Thoughts on the Referees: Day Four

Ravshan Irmatov (UZB), Switzerland v. Ecuador – I’ll be completely honest: I support Switzerland, so I’m biased. But I do sympathize with fans of teams like Croatia and Mexico, who’ve been hard done by referees, because Irmatov’s team were pretty awful.
I counted no less than three Ecuadorian handballs in the box, without a single call of any kind on any of them. While at least two may have been harsh, he should have dealt with them, because frankly, they kept doing it because he wasn’t calling them. Likewise, Switzerland’s propensity not to dive or complain (with the notable exception of Stefan Lichtsteiner, affected as he is by years of playing in Serie A) caused Irmatov to miss several fouls against the Swiss, including a blatant kick to Steve von Bergen’s stomach.
Finally, the scoreline should have been 3-1 instead of 2-1, because a goal was disallowed for Granit Xhaka being offside.
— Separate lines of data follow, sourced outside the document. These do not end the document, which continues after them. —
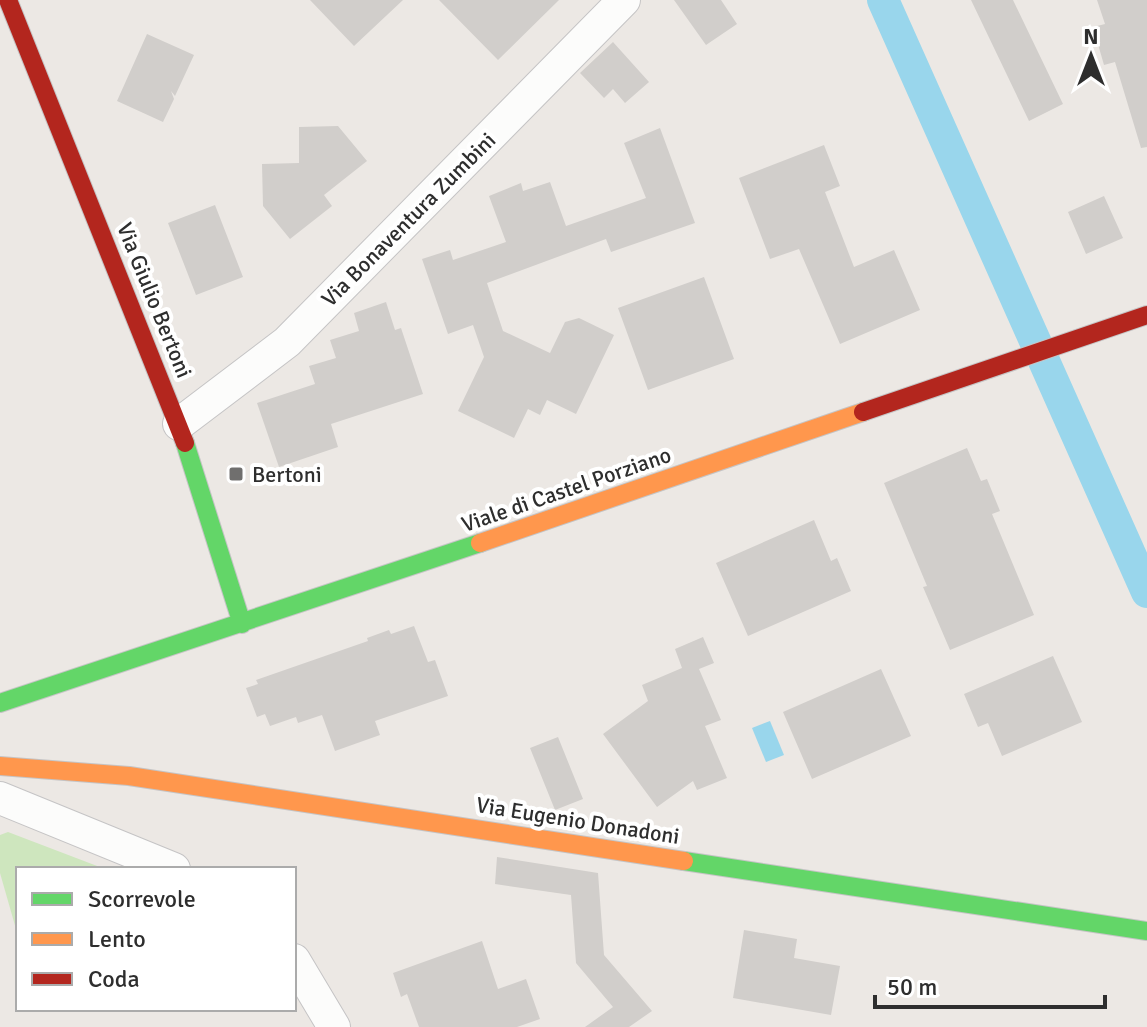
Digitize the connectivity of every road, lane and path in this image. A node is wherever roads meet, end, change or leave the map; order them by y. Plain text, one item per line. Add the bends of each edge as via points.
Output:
1 (6, 5) edge
2 (609, 5) edge
3 (1147, 315) edge
4 (179, 424) junction
5 (242, 624) junction
6 (0, 703) edge
7 (0, 766) edge
8 (0, 798) edge
9 (169, 867) edge
10 (1147, 931) edge
11 (296, 963) edge
12 (334, 1027) edge

1 - 4 street, Via Giulio Bertoni
2 - 4 street, Via Bonaventura Zumbini via 287,342
3 - 5 street, Viale di Castel Porziano
4 - 5 street, Via Giulio Bertoni
5 - 6 street, Viale di Castel Porziano
7 - 10 street, Via Eugenio Donadoni via 129,776
8 - 9 street
11 - 12 street

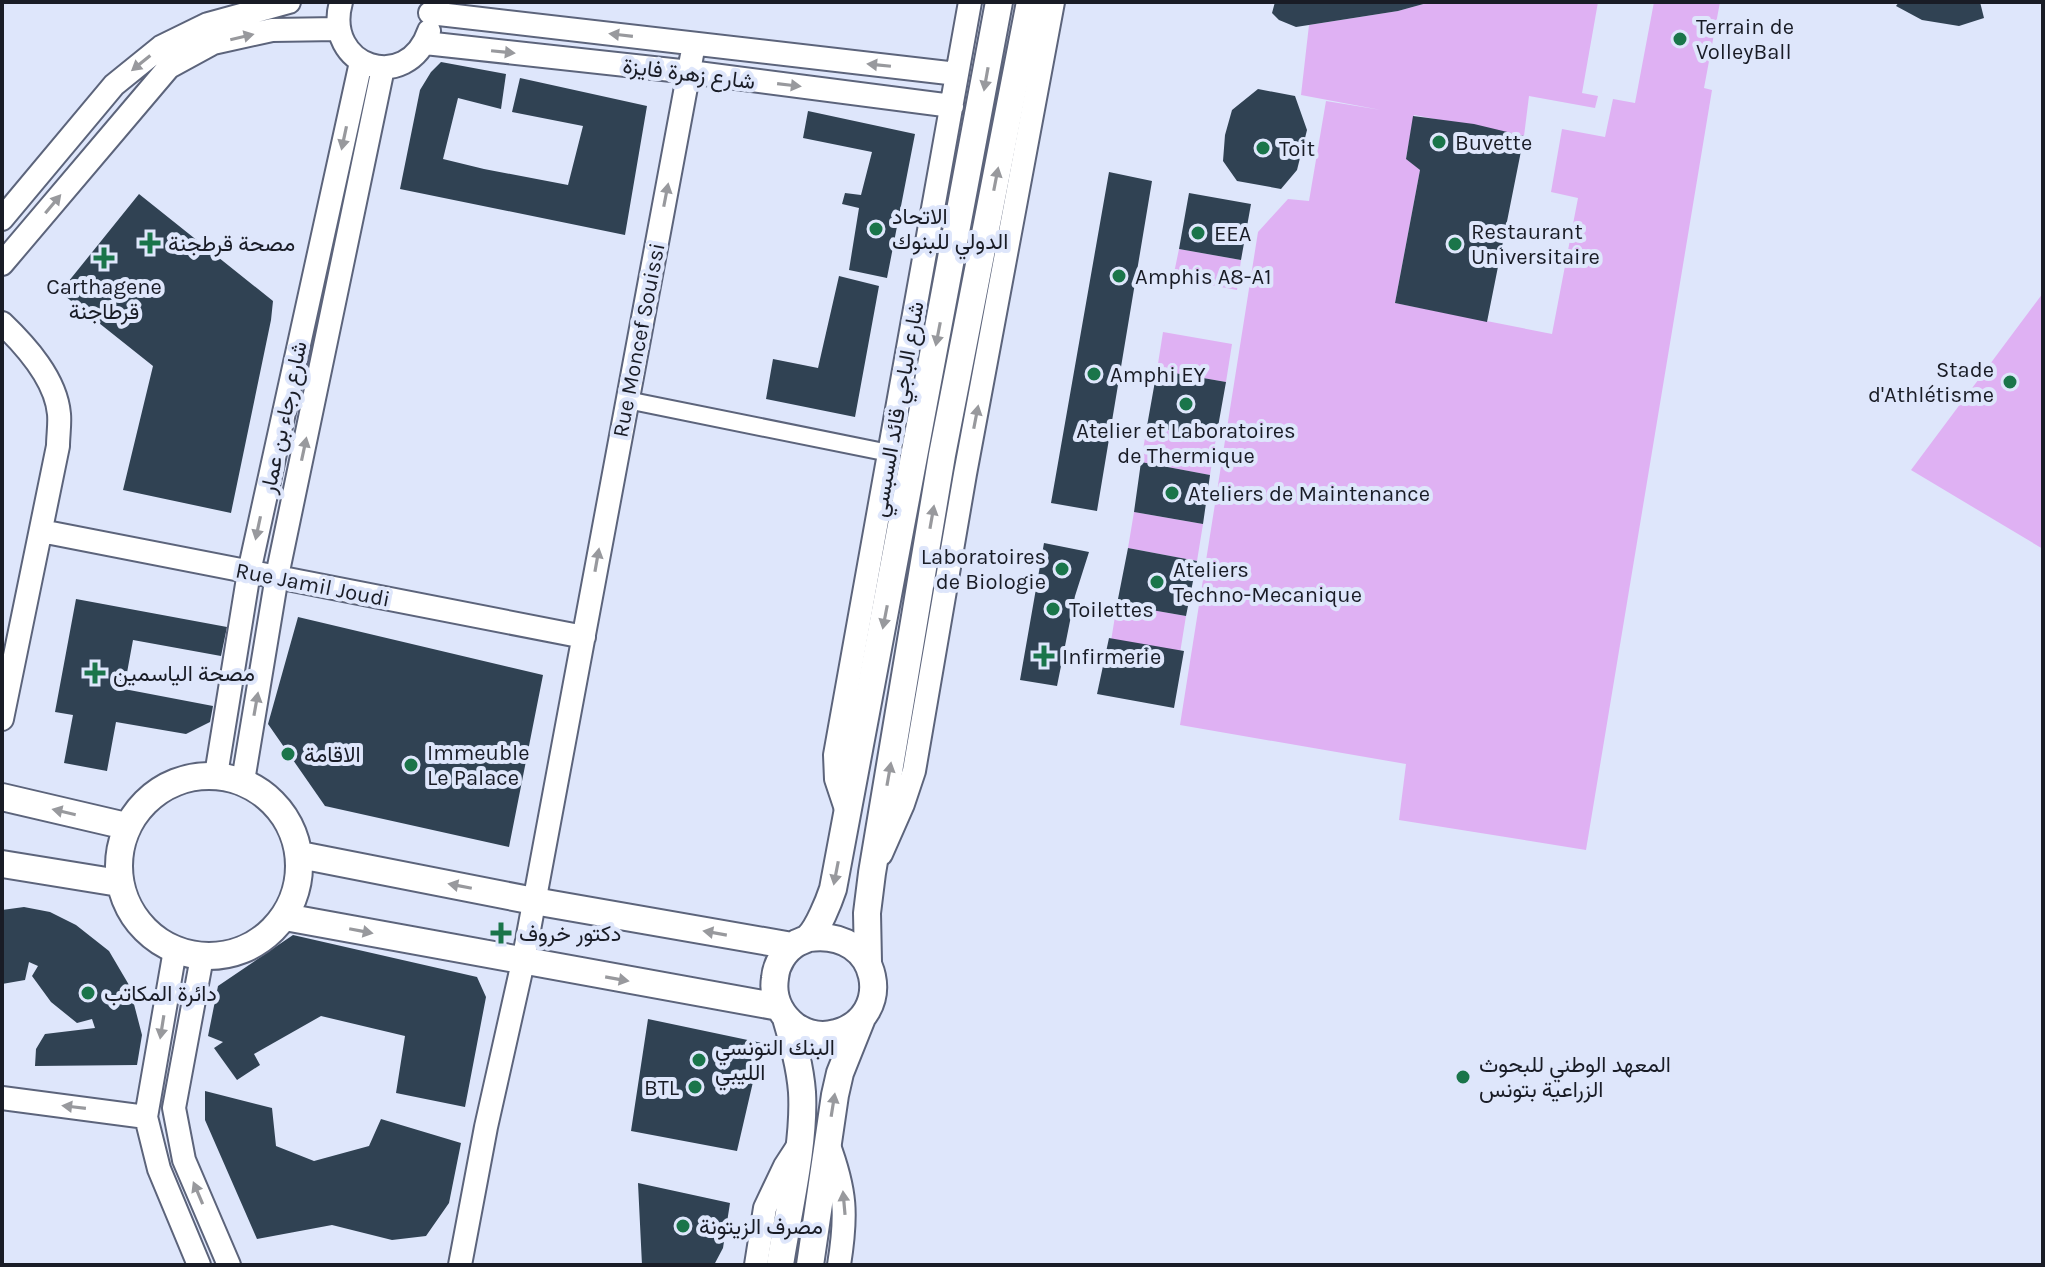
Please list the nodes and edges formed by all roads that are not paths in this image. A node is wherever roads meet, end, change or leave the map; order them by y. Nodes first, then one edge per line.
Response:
1 (289, 2) edge
2 (341, 2) edge
3 (970, 2) edge
4 (999, 2) edge
5 (1030, 2) edge
6 (1053, 2) edge
7 (427, 5) edge
8 (338, 29) junction
9 (425, 43) junction
10 (694, 44) junction
11 (361, 62) junction
12 (383, 68) junction
13 (690, 72) junction
14 (957, 74) junction
15 (952, 106) junction
16 (2, 219) edge
17 (2, 264) edge
18 (2, 323) edge
19 (627, 400) junction
20 (889, 453) junction
21 (41, 531) junction
22 (249, 572) junction
23 (277, 576) junction
24 (584, 637) junction
25 (2, 719) edge
26 (216, 775) junction
27 (243, 781) junction
28 (2, 797) edge
29 (848, 815) junction
30 (126, 826) junction
31 (300, 855) junction
32 (2, 864) edge
33 (872, 873) junction
34 (119, 883) junction
35 (534, 901) junction
36 (285, 917) junction
37 (800, 942) junction
38 (175, 950) junction
39 (202, 957) junction
40 (523, 962) junction
41 (868, 962) junction
42 (783, 1013) junction
43 (862, 1018) junction
44 (2, 1098) edge
45 (146, 1117) junction
46 (828, 1143) junction
47 (798, 1146) junction
48 (199, 1265) edge
49 (229, 1265) edge
50 (460, 1265) edge
51 (756, 1265) edge
52 (780, 1265) edge
53 (810, 1265) edge
54 (839, 1265) edge

1 -> 16 street
2 - 8 street
3 - 14 street, شارع الباجي قائد السبسي
4 -> 29 street
33 -> 5 street
33 -> 6 street
7 - 9 street
10 -> 7 street, شارع زهرة فايزة
8 - 11 street
17 -> 8 street
9 - 12 street
9 -> 13 street, شارع زهرة فايزة
10 - 13 street, Rue Moncef Souissi
14 -> 10 street, شارع زهرة فايزة
11 - 12 street
11 -> 22 street, شارع رجاء بن عمار
23 -> 12 street, شارع رجاء بن عمار
13 -> 15 street, شارع زهرة فايزة
19 -> 13 street, Rue Moncef Souissi
14 - 15 street, شارع الباجي قائد السبسي
15 - 20 street, شارع الباجي قائد السبسي
18 - 21 street
19 - 20 street
24 -> 19 street, Rue Moncef Souissi
20 - 29 street, شارع الباجي قائد السبسي
21 - 22 street, Rue Jamil Joudi
21 - 25 street
22 - 23 street, Rue Jamil Joudi
22 - 26 street, شارع رجاء بن عمار
23 - 24 street, Rue Jamil Joudi
27 -> 23 street, شارع رجاء بن عمار
24 - 35 street, Rue Moncef Souissi
26 - 27 street
26 - 30 street
27 - 31 street
30 -> 28 street
29 -> 37 street
30 - 34 street
35 -> 31 street
31 - 36 street
32 - 34 street
33 - 41 street
34 - 38 street
37 -> 35 street
35 - 40 street, Rue Moncef Souissi
36 - 39 street
36 -> 40 street
37 - 41 street
37 - 42 street
38 - 39 street
38 -> 45 street
49 -> 39 street
40 -> 42 street
40 - 50 street, Rue Moncef Souissi
41 - 43 street
42 - 43 street
42 - 47 street
46 -> 43 street
45 -> 44 street
45 - 48 street
46 - 53 street
54 -> 46 street
47 - 51 street
47 - 52 street

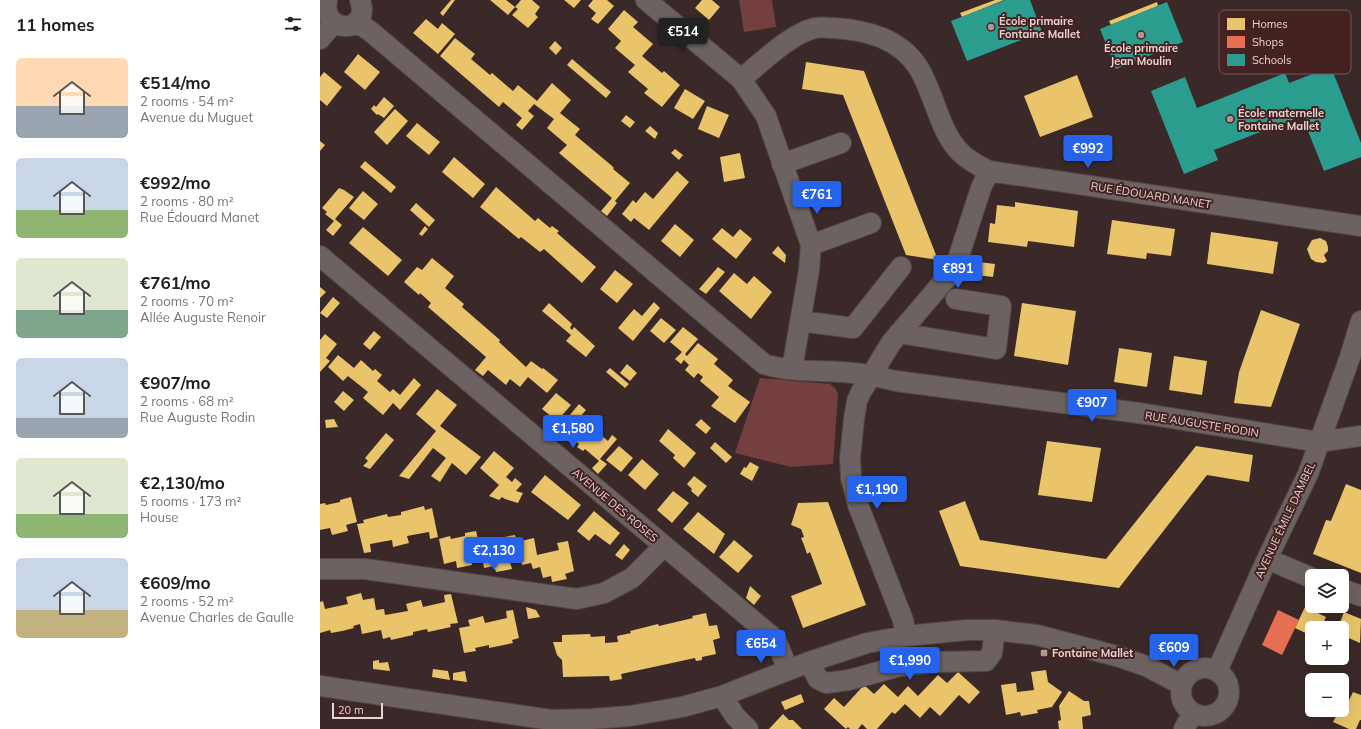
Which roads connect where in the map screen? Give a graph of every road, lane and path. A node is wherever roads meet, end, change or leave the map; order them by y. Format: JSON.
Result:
{"nodes":[{"id":1,"x":327,"y":0,"type":"edge"},
{"id":2,"x":360,"y":0,"type":"edge"},
{"id":3,"x":646,"y":0,"type":"edge"},
{"id":4,"x":356,"y":22,"type":"junction"},
{"id":5,"x":333,"y":24,"type":"junction"},
{"id":6,"x":320,"y":39,"type":"edge"},
{"id":7,"x":741,"y":79,"type":"junction"},
{"id":8,"x":841,"y":143,"type":"dead end"},
{"id":9,"x":782,"y":164,"type":"junction"},
{"id":10,"x":989,"y":171,"type":"junction"},
{"id":11,"x":871,"y":222,"type":"dead end"},
{"id":12,"x":1361,"y":226,"type":"edge"},
{"id":13,"x":811,"y":245,"type":"junction"},
{"id":14,"x":320,"y":256,"type":"edge"},
{"id":15,"x":901,"y":267,"type":"dead end"},
{"id":16,"x":956,"y":299,"type":"dead end"},
{"id":17,"x":800,"y":321,"type":"junction"},
{"id":18,"x":1361,"y":321,"type":"edge"},
{"id":19,"x":899,"y":333,"type":"junction"},
{"id":20,"x":792,"y":369,"type":"junction"},
{"id":21,"x":870,"y":375,"type":"junction"},
{"id":22,"x":1361,"y":436,"type":"edge"},
{"id":23,"x":1319,"y":442,"type":"junction"},
{"id":24,"x":664,"y":546,"type":"junction"},
{"id":25,"x":1267,"y":559,"type":"junction"},
{"id":26,"x":320,"y":569,"type":"edge"},
{"id":27,"x":1305,"y":575,"type":"edge"},
{"id":28,"x":1349,"y":592,"type":"edge"},
{"id":29,"x":1361,"y":596,"type":"edge"},
{"id":30,"x":995,"y":630,"type":"junction"},
{"id":31,"x":906,"y":636,"type":"junction"},
{"id":32,"x":809,"y":662,"type":"junction"},
{"id":33,"x":788,"y":670,"type":"junction"},
{"id":34,"x":1217,"y":671,"type":"junction"},
{"id":35,"x":1182,"y":685,"type":"junction"},
{"id":36,"x":320,"y":686,"type":"edge"},
{"id":37,"x":722,"y":696,"type":"junction"},
{"id":38,"x":508,"y":721,"type":"edge"},
{"id":39,"x":1188,"y":721,"type":"edge"},
{"id":40,"x":748,"y":729,"type":"edge"}],
"edges":[{"from":1,"to":5,"type":"street"},
{"from":2,"to":4,"type":"street"},
{"from":3,"to":7,"type":"street"},
{"from":4,"to":5,"type":"street"},
{"from":4,"to":20,"type":"street","name":"RUE AUGUSTE RODIN"},
{"from":5,"to":6,"type":"street"},
{"from":7,"to":9,"type":"street"},
{"from":7,"to":10,"type":"street","name":"RUE ÉDOUARD MANET"},
{"from":8,"to":9,"type":"street"},
{"from":9,"to":13,"type":"street"},
{"from":10,"to":12,"type":"street","name":"RUE ÉDOUARD MANET"},
{"from":10,"to":19,"type":"street"},
{"from":11,"to":13,"type":"street"},
{"from":13,"to":17,"type":"street"},
{"from":14,"to":24,"type":"street","name":"AVENUE DES ROSES"},
{"from":15,"to":17,"type":"street"},
{"from":16,"to":19,"type":"street"},
{"from":17,"to":20,"type":"street"},
{"from":18,"to":23,"type":"street","name":"AVENUE ÉMILE DAMBEL"},
{"from":19,"to":21,"type":"street"},
{"from":20,"to":21,"type":"street","name":"RUE AUGUSTE RODIN"},
{"from":21,"to":23,"type":"street","name":"RUE AUGUSTE RODIN"},
{"from":21,"to":31,"type":"street"},
{"from":22,"to":23,"type":"street","name":"RUE AUGUSTE RODIN"},
{"from":23,"to":25,"type":"street","name":"AVENUE ÉMILE DAMBEL"},
{"from":24,"to":26,"type":"street"},
{"from":24,"to":33,"type":"street","name":"AVENUE DES ROSES"},
{"from":25,"to":27,"type":"street"},
{"from":25,"to":34,"type":"street","name":"AVENUE ÉMILE DAMBEL"},
{"from":28,"to":29,"type":"street"},
{"from":30,"to":31,"type":"street"},
{"from":30,"to":32,"type":"street"},
{"from":30,"to":35,"type":"street"},
{"from":31,"to":32,"type":"street"},
{"from":32,"to":33,"type":"street"},
{"from":33,"to":37,"type":"street"},
{"from":34,"to":35,"type":"street"},
{"from":34,"to":39,"type":"street"},
{"from":35,"to":39,"type":"street"},
{"from":36,"to":38,"type":"street"},
{"from":37,"to":38,"type":"street"},
{"from":37,"to":40,"type":"street"}]}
Except Xhaka never touched the ball. Irmatov somewhat made up for it by a beautifully played advantage that allowed Switzerland to get the winning goal (above). But still, that’s three disallowed goals for offside in the tournament that were actually goals. While, so far, the two teams involved managed to win anyway, eventually it will cost someone (and it may still cost them in goal differential). FIFA need to ensure the ARs get it right.
A final note: Switzerland, as a rule, do not dive. While I’m biased, it’s true: They tend to jump over fouls or keep going even after they’ve been fouled. They showed today that it’s perfectly possible to win without the kind of theatrics we saw from Fred and Brazil…
Sandro Ricci (BRA), France v. Honduras – Sandro Ricci had a good game. He did everything he could to keep the game 11 v 11, choosing not to to give a red card when Paul Pogba and Wilson Palacios tangled in the first half, even though he could have. (He yellow carded both players.)
The penalty call and second yellow against Palacios were unavoidable; it was a stupid foul by Palacios.
I was particularly impressed by his ARs, who had no compunction about walking onto the pitch or otherwise getting involved to separate players or keep the peace.
The big controversy in his match had nothing to do with him. France’s second goal does not, from any angle, appear to have fully crossed the line and he originally signaled that it wasn’t a goal. But goal line technology said it was. The only thing I could think is that at one point in the air it was all the way over the line. But if the GLT signals to him that it’s over, Ricci has to call it as a goal and he did.
Joel Aguilar (El Salvador), Argentina v. Bosnia and Herzegovina – Not much to say about Aguilar either way, which when it comes to talking about referees is always a good thing. He made a couple of solid foul calls, but he mostly was invisible.
His ARs were outstanding, though. Overall, the Salvadoran team did well.